With any known pre-conditions, there are some tricks that are more efficient (in terms of speed) than the push imm8/pop rax 3-byte solution.
For speed mov eax, 1
has many advantages, because it doesn't have any input dependencies and it's only one instruction. Out-of-order execution can get started on it (and anything that depends on it) without waiting for other stuff. (See Agner Fog's guides and the x86 tag wiki).
Obviously many of these take advantage of the fact that writing a 32-bit register zeros the upper half, to avoid the unnecessary REX prefix of the OP's code. (Also note that xor rax,rax
is not special-cased as a zeroing idiom on Silvermont. It only recognizes xor-zeroing of 32-bit registers, like eax or r10d, not rax or r10.)
If you have a small known constant in any register to start with, you can use
lea eax, [rcx+1] ; 3 bytes: opcode + ModRM + disp8
disp8 can encode displacements from -128 to +127.

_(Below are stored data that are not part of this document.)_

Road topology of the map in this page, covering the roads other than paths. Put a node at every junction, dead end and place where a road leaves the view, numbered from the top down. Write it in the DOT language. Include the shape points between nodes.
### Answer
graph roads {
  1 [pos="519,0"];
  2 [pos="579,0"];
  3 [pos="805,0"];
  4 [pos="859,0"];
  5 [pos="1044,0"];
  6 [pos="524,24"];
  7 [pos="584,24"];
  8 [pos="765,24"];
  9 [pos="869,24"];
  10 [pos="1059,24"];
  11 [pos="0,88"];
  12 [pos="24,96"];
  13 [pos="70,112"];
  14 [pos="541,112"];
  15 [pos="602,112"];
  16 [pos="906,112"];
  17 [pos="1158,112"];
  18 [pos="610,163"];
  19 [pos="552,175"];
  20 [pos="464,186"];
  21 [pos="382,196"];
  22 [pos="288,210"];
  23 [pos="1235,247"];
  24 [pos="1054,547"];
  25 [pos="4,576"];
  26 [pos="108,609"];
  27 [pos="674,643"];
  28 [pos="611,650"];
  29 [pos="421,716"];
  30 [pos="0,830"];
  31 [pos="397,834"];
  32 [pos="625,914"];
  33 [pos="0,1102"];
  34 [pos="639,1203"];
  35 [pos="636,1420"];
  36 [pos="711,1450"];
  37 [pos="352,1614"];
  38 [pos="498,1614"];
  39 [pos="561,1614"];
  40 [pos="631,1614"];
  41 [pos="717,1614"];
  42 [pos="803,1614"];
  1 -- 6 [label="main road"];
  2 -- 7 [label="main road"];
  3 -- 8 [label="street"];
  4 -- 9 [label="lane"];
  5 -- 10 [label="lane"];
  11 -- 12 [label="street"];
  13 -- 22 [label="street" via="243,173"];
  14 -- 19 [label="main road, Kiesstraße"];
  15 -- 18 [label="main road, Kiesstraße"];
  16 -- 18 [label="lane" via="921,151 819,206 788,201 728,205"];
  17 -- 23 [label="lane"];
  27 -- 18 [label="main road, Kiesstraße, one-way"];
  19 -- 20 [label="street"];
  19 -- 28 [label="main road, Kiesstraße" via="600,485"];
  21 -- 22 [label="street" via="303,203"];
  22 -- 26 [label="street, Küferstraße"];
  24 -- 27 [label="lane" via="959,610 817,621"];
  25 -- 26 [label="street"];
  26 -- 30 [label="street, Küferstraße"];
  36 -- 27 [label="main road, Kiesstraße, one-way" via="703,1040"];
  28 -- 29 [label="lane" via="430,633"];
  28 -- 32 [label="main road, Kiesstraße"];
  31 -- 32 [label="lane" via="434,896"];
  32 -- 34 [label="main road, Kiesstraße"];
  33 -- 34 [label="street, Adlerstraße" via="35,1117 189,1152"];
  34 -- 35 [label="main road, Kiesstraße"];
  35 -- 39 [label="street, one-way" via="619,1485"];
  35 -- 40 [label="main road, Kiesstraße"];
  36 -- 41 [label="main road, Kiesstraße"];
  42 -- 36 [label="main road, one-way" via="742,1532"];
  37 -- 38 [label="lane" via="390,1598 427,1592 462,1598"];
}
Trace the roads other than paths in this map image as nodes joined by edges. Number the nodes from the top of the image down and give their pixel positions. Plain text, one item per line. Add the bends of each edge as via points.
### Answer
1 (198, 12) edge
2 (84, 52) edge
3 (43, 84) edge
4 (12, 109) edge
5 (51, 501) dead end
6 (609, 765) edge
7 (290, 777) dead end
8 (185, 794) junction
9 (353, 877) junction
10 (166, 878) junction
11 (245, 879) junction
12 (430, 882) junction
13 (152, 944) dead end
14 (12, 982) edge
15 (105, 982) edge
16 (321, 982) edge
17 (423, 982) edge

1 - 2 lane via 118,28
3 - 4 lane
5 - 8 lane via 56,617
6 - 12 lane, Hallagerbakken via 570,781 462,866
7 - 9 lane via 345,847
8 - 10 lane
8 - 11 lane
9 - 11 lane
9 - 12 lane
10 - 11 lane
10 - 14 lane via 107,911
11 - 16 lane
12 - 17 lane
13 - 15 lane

If you have an odd number in eax, and eax, 1
is also 3 bytes.
In 32-bit code, inc eax
only takes one byte, but those inc/dec opcodes were repurposed as REX prefixes for AMD64. So xor eax,eax
/ inc eax
is 4 bytes in x86-64 code, but only 3 in 32-bit code. Still, if saving 1 byte over a mov eax,1
is sufficient, and LEA or AND won't work, this is more efficient than push/pop.
mov eax, 1
is only 5 bytes. (And yes, it clears the upper32, just like every other write to a 32bit reg.) If you're going for size over speed, thepush imm8 / pop
answer has a lot of merit. – Banda